Which Rules Dominate?

Do the applications rules dominate for outgoing and network for incoming packets in 2.4?

Where is there more info on the sequence of rule precedence?


No unknown application is able to pass an outgoing connection to internet without getting asked by Application Monitor. If there is a block, then Network Monitor rules are not considered.
If the connection is allowed by an application rule then Network Monitor rules are considered to see if it passes or blocks that connection separate from AppMon. So it is 2 phase pass in most cases and really simple to understand I think if you think about it.

For incoming connections the Network Monitor rules are considered first. You should understand though that even if no ports are opened in NM rules, if stateful packet filtering notices that a solicited connection is incoming, it is allowed.

Thanks again, it is a matter of wording then probably the way I think is just different.

I was thinking that the reason Stem told me to use the network blocking is as you say it has veto power if the application rule blocks it it doesn’t need vetoing but if application rules are allowing or just missing the network block veto will stop the outbound.

Tell me more when you have time about the solicited incoming stateful packets. What application/process does that? I have an alphashield hw firewall does that impact the example?

THanks again

There is only so little you can do with network monitor rules. It is all in the application rules. When we consider outgoing connections I mean.

You could get some hints though what to do to restrict network rules with with kerio 2.1.5 rules by BlitzenZeus. I have implemented a few into my network rules, like NetBios block and Windows services block. For logging purposes, but since as of now Comodo does not allow naming of rules or turning them on/off it is in my opinion quite pointless to go to any deep lenghts in network rules to try to make logs any clearer…
You could restrict also with making Assign DHCP server and DHCP broadcast rules. And also those Primary DNS server and Secondary DNS server rules. Note that the IP should be replaced by your DHCP and DNS1 and DNS2 servers.

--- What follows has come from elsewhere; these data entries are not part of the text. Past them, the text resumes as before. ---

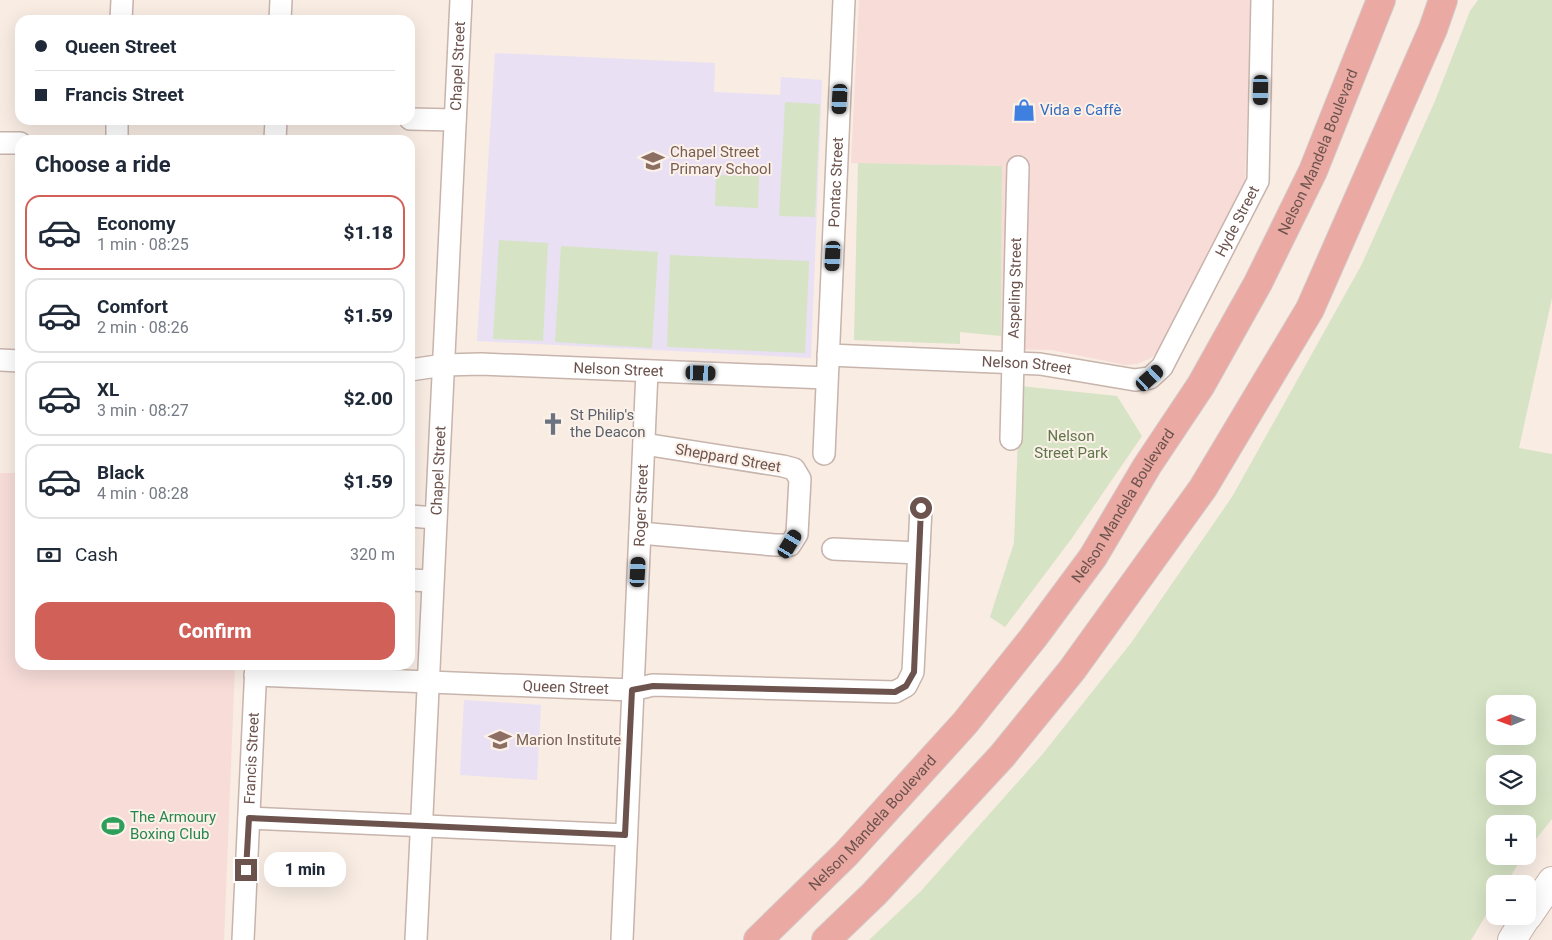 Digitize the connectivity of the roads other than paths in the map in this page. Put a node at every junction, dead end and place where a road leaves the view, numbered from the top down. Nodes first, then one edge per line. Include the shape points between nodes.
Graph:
1 (122, 0) edge
2 (281, 0) edge
3 (461, 0) edge
4 (844, 0) edge
5 (1262, 0) edge
6 (1363, 0) edge
7 (1381, 0) edge
8 (1443, 0) edge
9 (1450, 0) edge
10 (121, 15) edge
11 (280, 15) edge
12 (1433, 29) junction
13 (415, 119) edge
14 (456, 120) junction
15 (0, 143) edge
16 (15, 143) edge
17 (1018, 166) dead end
18 (1312, 171) junction
19 (828, 355) junction
20 (0, 360) edge
21 (15, 361) edge
22 (1013, 364) junction
23 (444, 365) junction
24 (415, 369) edge
25 (647, 371) junction
26 (827, 378) junction
27 (1135, 380) joint
28 (1011, 439) dead end
29 (644, 444) junction
30 (824, 454) dead end
31 (921, 508) dead end
32 (415, 516) edge
33 (435, 518) junction
34 (640, 533) junction
35 (833, 549) dead end
36 (919, 554) junction
37 (415, 580) edge
38 (432, 581) junction
39 (255, 670) edge
40 (428, 682) junction
41 (632, 690) junction
42 (249, 818) junction
43 (422, 825) junction
44 (625, 835) junction
45 (1552, 881) edge
46 (1536, 903) edge
47 (1521, 925) edge
48 (243, 940) edge
49 (416, 940) edge
50 (622, 940) edge
51 (758, 940) edge
52 (826, 940) edge
53 (1512, 940) edge

1 - 10 street
2 - 11 street
3 - 14 street, Chapel Street
4 - 19 street, Pontac Street
5 - 27 street, Hyde Street via 1258,181 1162,367 1150,378
6 - 18 highway
7 - 18 highway, Nelson Mandela Boulevard
8 - 12 highway
9 - 12 highway
12 - 52 highway via 1310,309 1203,488 1072,670 1002,756 874,894
13 - 14 street
14 - 23 street, Chapel Street
15 - 16 street
17 - 22 street, Aspeling Street
18 - 51 highway, Nelson Mandela Boulevard via 1258,283 1201,385 1092,557 965,723 846,854
19 - 22 street, Nelson Street
19 - 26 street, Pontac Street
20 - 21 street
22 - 27 street, Nelson Street via 1040,364
22 - 28 street, Aspeling Street
23 - 24 street, Nelson Street
23 - 25 street, Nelson Street
23 - 33 street, Chapel Street
25 - 26 street, Nelson Street
25 - 29 street, Roger Street
26 - 30 street, Pontac Street
29 - 34 street, Roger Street
29 - 34 street, Sheppard Street via 794,469 800,479 797,534 790,544
31 - 36 street, Queen Street
32 - 33 street
33 - 38 street, Chapel Street
34 - 41 street, Roger Street
35 - 36 street
36 - 41 street, Queen Street via 914,672 906,686 895,692 653,686
37 - 38 street
38 - 40 street, Chapel Street
39 - 40 street, Queen Street
39 - 42 street, Francis Street
40 - 41 street, Queen Street
40 - 43 street, Chapel Street
41 - 44 street, Roger Street
42 - 43 street
42 - 48 street, Francis Street
43 - 44 street
43 - 49 street, Chapel Street
44 - 50 street, Roger Street
45 - 46 street
47 - 53 street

Solicited connections are a “some sort of reply” for your outgoing connections. Used with instant messengers and other progs without the need to open any incoming ports. Could be also used for things like svchost.exe dhcp rule. One thing to know when inspecting those BZ rules is that kerio 2.1.5 has no pseudo stateful packet inspection in udp. So some incoming is not needed to specify with Comodo unlike it is needed with kerio 2.1.5.

Unfortunately I am no hardware firewall expert, since I dont even have a router. So cannot answer your last question regarding that.


[attachment deleted by admin]


Look for the tutorial/explanation on Comodo’s Layered Rules in this thread:


You may find that helpful, as all communication/traffic attempts flow through three different filtering/approval stages (monitors) both for Inbound and Outbound traffic.

As for SPI, I’m not sure exactly what you’re looking for there. Comodo FW has a Stateful Packet Inspection engine built in; unlike some other software firewalls, it is a full SPI engine (similar to what would be found in a hardware firewall). This is part of the Advanced Attack Detection & Prevention - Do Protocol Analysis, Block Fragmented Datagrams, etc… I’ve not seen it run into conflicts with hardware SPI (such as from a router) that I’m immediately aware of. Sometimes, hardware can change the header information due to NAT requirements, and I guess it’s possible this could cause problems, but it’s not something I can point to as a guaranteed problem.